Can Australia be a nuclear energy power? Terra Uranium believes so…

Can Australia be a nuclear energy power?

Terra Uranium (ASX:T92) Chairman Andrew Vigar breaks down the proposed nuclear energy plan from Australia’s opposition leader Peter Dutton to Mining.com.au‘s Shae Russell.

In the past couple of years, certain reactors have been designed to suit retired coal-fired power stations to take advantage of existing energy infrastructure.

In April, Vigar detailed in depth to Mining.com.au the company’s strategy in part has been formed from an inherent understanding of other drivers in the market such as nuclear power capacity.

At COP28 in late 2023, some 20 of the world’s leading countries (not including Australia) all took a firm undertaking to triple their nuclear power station capacity by 2050.

“Not double but triple, right.
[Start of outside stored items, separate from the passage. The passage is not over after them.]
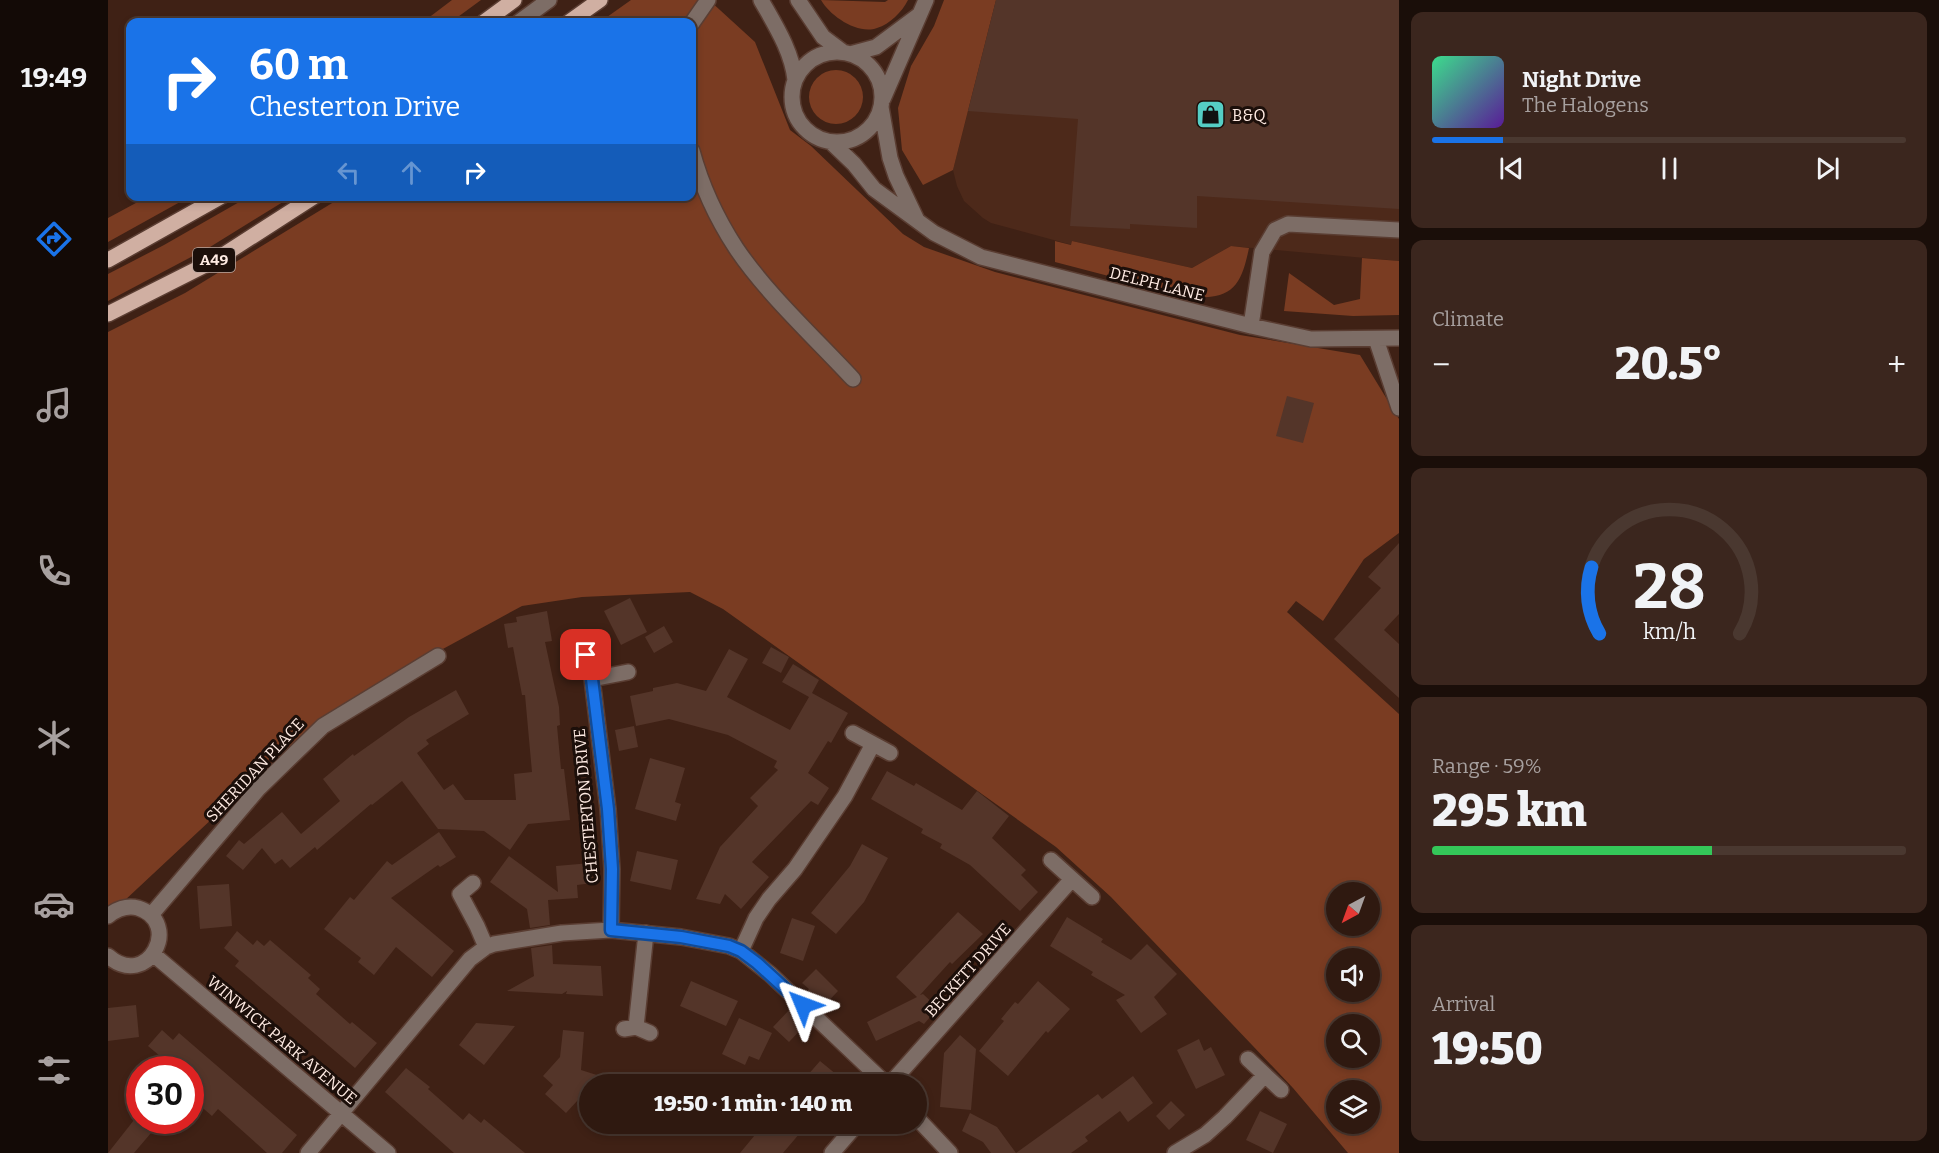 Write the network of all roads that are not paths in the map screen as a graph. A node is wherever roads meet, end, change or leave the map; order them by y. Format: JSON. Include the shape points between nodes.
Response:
{"nodes":[{"id":1,"x":514,"y":0,"type":"edge"},
{"id":2,"x":549,"y":0,"type":"edge"},
{"id":3,"x":600,"y":0,"type":"edge"},
{"id":4,"x":708,"y":0,"type":"edge"},
{"id":5,"x":749,"y":0,"type":"edge"},
{"id":6,"x":761,"y":0,"type":"edge"},
{"id":7,"x":798,"y":0,"type":"edge"},
{"id":8,"x":926,"y":0,"type":"edge"},
{"id":9,"x":919,"y":15,"type":"junction"},
{"id":10,"x":489,"y":18,"type":"edge"},
{"id":11,"x":524,"y":18,"type":"edge"},
{"id":12,"x":575,"y":18,"type":"edge"},
{"id":13,"x":695,"y":18,"type":"edge"},
{"id":14,"x":773,"y":21,"type":"junction"},
{"id":15,"x":846,"y":53,"type":"junction"},
{"id":16,"x":795,"y":80,"type":"junction"},
{"id":17,"x":882,"y":104,"type":"junction"},
{"id":18,"x":831,"y":142,"type":"junction"},
{"id":19,"x":696,"y":161,"type":"edge"},
{"id":20,"x":213,"y":201,"type":"edge"},
{"id":21,"x":307,"y":201,"type":"edge"},
{"id":22,"x":918,"y":220,"type":"junction"},
{"id":23,"x":1399,"y":230,"type":"edge"},
{"id":24,"x":108,"y":260,"type":"edge"},
{"id":25,"x":108,"y":314,"type":"edge"},
{"id":26,"x":1251,"y":326,"type":"junction"},
{"id":27,"x":1399,"y":338,"type":"edge"},
{"id":28,"x":1376,"y":339,"type":"junction"},
{"id":29,"x":853,"y":379,"type":"dead end"},
{"id":30,"x":1399,"y":408,"type":"edge"},
{"id":31,"x":586,"y":655,"type":"dead end"},
{"id":32,"x":438,"y":656,"type":"dead end"},
{"id":33,"x":628,"y":672,"type":"dead end"},
{"id":34,"x":592,"y":679,"type":"junction"},
{"id":35,"x":853,"y":733,"type":"dead end"},
{"id":36,"x":873,"y":744,"type":"junction"},
{"id":37,"x":890,"y":753,"type":"dead end"},
{"id":38,"x":1051,"y":860,"type":"dead end"},
{"id":39,"x":1072,"y":879,"type":"junction"},
{"id":40,"x":473,"y":883,"type":"dead end"},
{"id":41,"x":1092,"y":897,"type":"dead end"},
{"id":42,"x":151,"y":915,"type":"junction"},
{"id":43,"x":108,"y":916,"type":"edge"},
{"id":44,"x":611,"y":930,"type":"junction"},
{"id":45,"x":646,"y":933,"type":"junction"},
{"id":46,"x":486,"y":947,"type":"junction"},
{"id":47,"x":741,"y":951,"type":"junction"},
{"id":48,"x":153,"y":954,"type":"junction"},
{"id":49,"x":108,"y":956,"type":"edge"},
{"id":50,"x":636,"y":1030,"type":"dead end"},
{"id":51,"x":1248,"y":1059,"type":"dead end"},
{"id":52,"x":877,"y":1074,"type":"edge"},
{"id":53,"x":897,"y":1074,"type":"edge"},
{"id":54,"x":1265,"y":1075,"type":"junction"},
{"id":55,"x":1281,"y":1090,"type":"dead end"},
{"id":56,"x":342,"y":1114,"type":"junction"},
{"id":57,"x":927,"y":1128,"type":"edge"},
{"id":58,"x":848,"y":1134,"type":"edge"},
{"id":59,"x":308,"y":1153,"type":"edge"},
{"id":60,"x":388,"y":1153,"type":"edge"},
{"id":61,"x":832,"y":1153,"type":"edge"},
{"id":62,"x":951,"y":1153,"type":"edge"},
{"id":63,"x":1175,"y":1153,"type":"edge"}],
"edges":[{"from":1,"to":10,"type":"main road"},
{"from":2,"to":11,"type":"street"},
{"from":3,"to":12,"type":"main road"},
{"from":4,"to":13,"type":"street"},
{"from":5,"to":14,"type":"street"},
{"from":6,"to":14,"type":"street"},
{"from":7,"to":15,"type":"street","via":[[823,37]]},
{"from":8,"to":9,"type":"street"},
{"from":9,"to":15,"type":"street","via":[[876,46]]},
{"from":9,"to":17,"type":"street"},
{"from":14,"to":16,"type":"street","via":[[792,63]]},
{"from":15,"to":16,"type":"street","via":[[820,55]]},
{"from":15,"to":17,"type":"street","via":[[864,61],[874,72],[881,86]]},
{"from":16,"to":18,"type":"street","via":[[793,108],[798,120],[818,139]]},
{"from":17,"to":18,"type":"street","via":[[868,130],[845,142]]},
{"from":17,"to":22,"type":"street","name":"DELPH LANE","via":[[890,158]]},
{"from":18,"to":22,"type":"street","name":"DELPH LANE","via":[[874,189]]},
{"from":19,"to":29,"type":"street","via":[[723,227],[737,249]]},
{"from":20,"to":24,"type":"main road"},
{"from":21,"to":25,"type":"main road","number":"A49","via":[[217,259]]},
{"from":22,"to":26,"type":"street","name":"DELPH LANE","via":[[933,233],[981,257]]},
{"from":23,"to":26,"type":"street","via":[[1288,224],[1275,230],[1262,252]]},
{"from":26,"to":28,"type":"street","name":"DELPH LANE","via":[[1311,339]]},
{"from":27,"to":28,"type":"street","name":"DELPH LANE"},
{"from":28,"to":30,"type":"street"},
{"from":31,"to":34,"type":"street","name":"CHESTERTON DRIVE"},
{"from":32,"to":42,"type":"street","name":"SHERIDAN PLACE","via":[[323,726],[259,788]]},
{"from":33,"to":34,"type":"street"},
{"from":34,"to":44,"type":"street","name":"CHESTERTON DRIVE","via":[[608,809]]},
{"from":35,"to":36,"type":"street"},
{"from":36,"to":37,"type":"street"},
{"from":36,"to":47,"type":"street","via":[[853,785],[808,852],[762,908]]},
{"from":38,"to":39,"type":"street"},
{"from":39,"to":41,"type":"street"},
{"from":39,"to":53,"type":"street","name":"BECKETT DRIVE"},
{"from":40,"to":46,"type":"street","via":[[453,896],[477,926]]},
{"from":42,"to":43,"type":"street","via":[[123,907]]},
{"from":42,"to":48,"type":"street","via":[[159,930]]},
{"from":44,"to":45,"type":"street"},
{"from":44,"to":46,"type":"street","via":[[562,933]]},
{"from":45,"to":47,"type":"street","via":[[717,943]]},
{"from":45,"to":50,"type":"street"},
{"from":46,"to":56,"type":"street","via":[[470,959]]},
{"from":47,"to":52,"type":"street"},
{"from":48,"to":49,"type":"street","via":[[130,966]]},
{"from":48,"to":56,"type":"street","name":"WINWICK PARK AVENUE"},
{"from":51,"to":54,"type":"street"},
{"from":54,"to":55,"type":"street"},
{"from":54,"to":63,"type":"street","via":[[1205,1135]]},
{"from":56,"to":59,"type":"street"},
{"from":56,"to":60,"type":"street","name":"WINWICK PARK AVENUE"},
{"from":57,"to":62,"type":"street"},
{"from":58,"to":61,"type":"street"}]}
But there’s no supply that’s been factored in for that,” Vigar lamented at the time.

“We’re talking big reactors mostly, but also SMRS (small modular reactors) within that timeframe they will come in – we’re talking 20 years. So, all the governments – including the UK, USA, most of the major companies in Europe, Japan, South Korea – they’ve all agreed to do that. The Chinese are already doing it, they’re building a reactor a month at the moment.”

COP28 is a UN Climate Change Conference in Dubai, the United Arab Emirates, hosting some 85,000 participants, including more than 150 Heads of State and Government. 

On this basis, Vigar declares “small modular reactors are the future” – and virtually none are operating today. 

“Where’s that (nuclear power station capacity) going to come from? Because there are no long-term contracts for small modular reactors. There’s no supply for them, there’s no uranium for them.”

This inherent need for supply and likely emergence of more SMRS coming online are some of the main drivers leading the expansion of Terra’s portfolio by adding more ‘pounds in the ground’.

In the 2023 edition of the Nuclear Power Reactors in the World report, the International Atomic Energy Agency (IAEA) says as of 31 December 2022, more than 393.8 GW(e) of operational nuclear power capacity was available through 438 reactors across 32 countries. 

Information and data received by the IAEA through 31 May 2023 is included in the publication.

Overall, nuclear power capacity growth has been steady over the past decade, with a 20.3 GW(e) increase between 2012 and 2022. As reported by IAEA, the nuclear power fleet generated about 2486.8 TWh of low-emission, dispatchable electricity throughout 2022.

The IAEA reports over 7.4 GW(e) of new capacity connected to the grid in 2022, including 5.8 GW(e) of additional operational capacity in Asia and 1.6 GW(e) in Europe. In China, 2 reactors began supplying electricity to the grid that year.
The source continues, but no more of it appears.